= Beginning of Section =

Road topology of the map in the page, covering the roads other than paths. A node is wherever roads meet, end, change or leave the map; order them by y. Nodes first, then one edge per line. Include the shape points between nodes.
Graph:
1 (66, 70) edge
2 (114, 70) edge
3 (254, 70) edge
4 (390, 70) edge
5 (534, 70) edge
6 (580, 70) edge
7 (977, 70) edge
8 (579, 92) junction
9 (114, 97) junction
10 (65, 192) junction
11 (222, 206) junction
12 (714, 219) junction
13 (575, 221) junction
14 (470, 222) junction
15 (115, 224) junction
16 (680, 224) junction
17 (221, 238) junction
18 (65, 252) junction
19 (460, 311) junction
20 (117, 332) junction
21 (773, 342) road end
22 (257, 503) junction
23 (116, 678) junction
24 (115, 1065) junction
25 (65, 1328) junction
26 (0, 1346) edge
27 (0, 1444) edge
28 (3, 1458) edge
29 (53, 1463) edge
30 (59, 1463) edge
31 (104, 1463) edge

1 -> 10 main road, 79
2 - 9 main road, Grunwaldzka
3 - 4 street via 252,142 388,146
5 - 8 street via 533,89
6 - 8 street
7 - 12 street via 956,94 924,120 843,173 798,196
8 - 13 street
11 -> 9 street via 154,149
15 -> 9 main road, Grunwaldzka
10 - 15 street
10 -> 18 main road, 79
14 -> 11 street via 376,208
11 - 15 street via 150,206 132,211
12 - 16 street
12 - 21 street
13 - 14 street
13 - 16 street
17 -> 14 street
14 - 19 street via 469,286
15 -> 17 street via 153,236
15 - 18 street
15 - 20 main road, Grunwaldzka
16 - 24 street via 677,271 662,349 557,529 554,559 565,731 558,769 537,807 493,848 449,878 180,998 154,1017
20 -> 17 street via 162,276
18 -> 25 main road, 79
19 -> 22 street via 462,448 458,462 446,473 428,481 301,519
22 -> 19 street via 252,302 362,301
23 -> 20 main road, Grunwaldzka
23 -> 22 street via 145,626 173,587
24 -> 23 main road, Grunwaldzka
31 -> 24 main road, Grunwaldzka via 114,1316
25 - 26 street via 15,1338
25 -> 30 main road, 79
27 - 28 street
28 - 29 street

= End of Section =
= Beginning of Section =

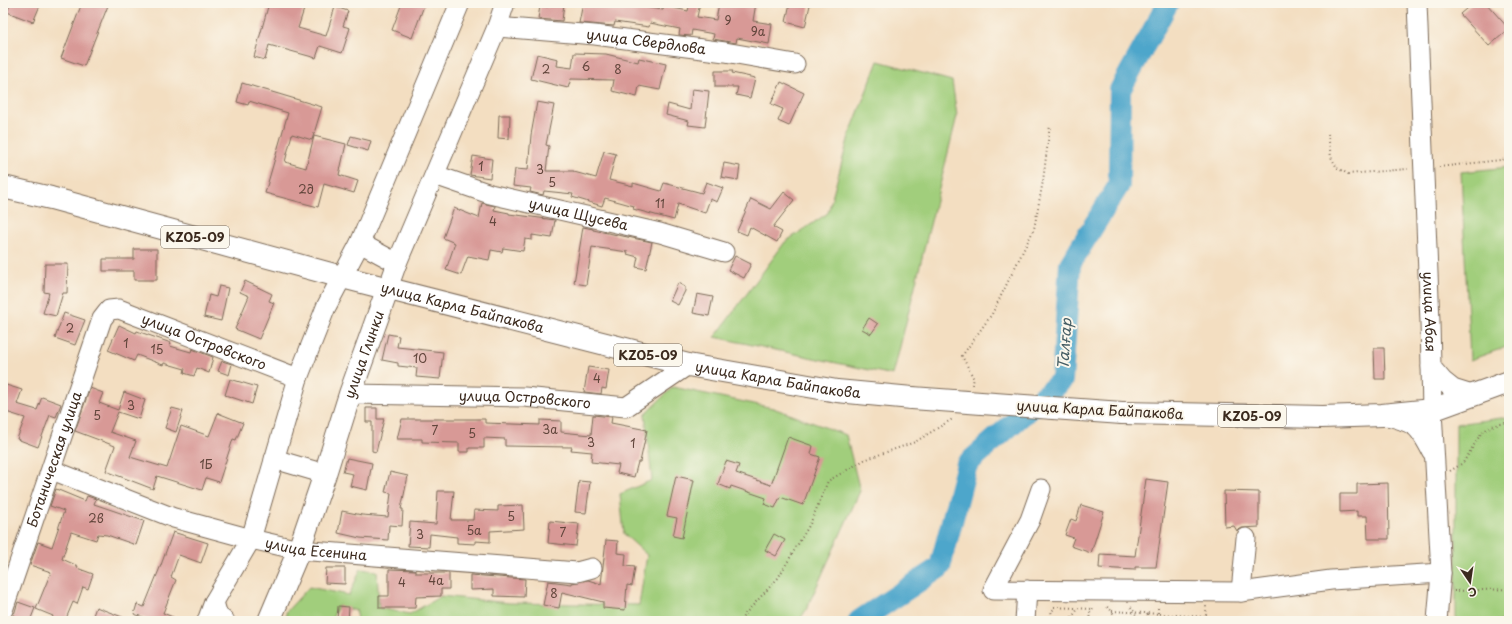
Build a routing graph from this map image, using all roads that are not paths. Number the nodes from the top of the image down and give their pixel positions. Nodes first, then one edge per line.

= End of Section =

EXERCISE DESCRIPTION ->
Scan the entries above and return each line that holds "then".

RESPONSE TO THE TASK ->
Road topology of the map in the page, covering the roads other than paths. A node is wherever roads meet, end, change or leave the map; order them by y. Nodes first, then one edge per line. Include the shape points between nodes.
Build a routing graph from this map image, using all roads that are not paths. Number the nodes from the top of the image down and give their pixel positions. Nodes first, then one edge per line.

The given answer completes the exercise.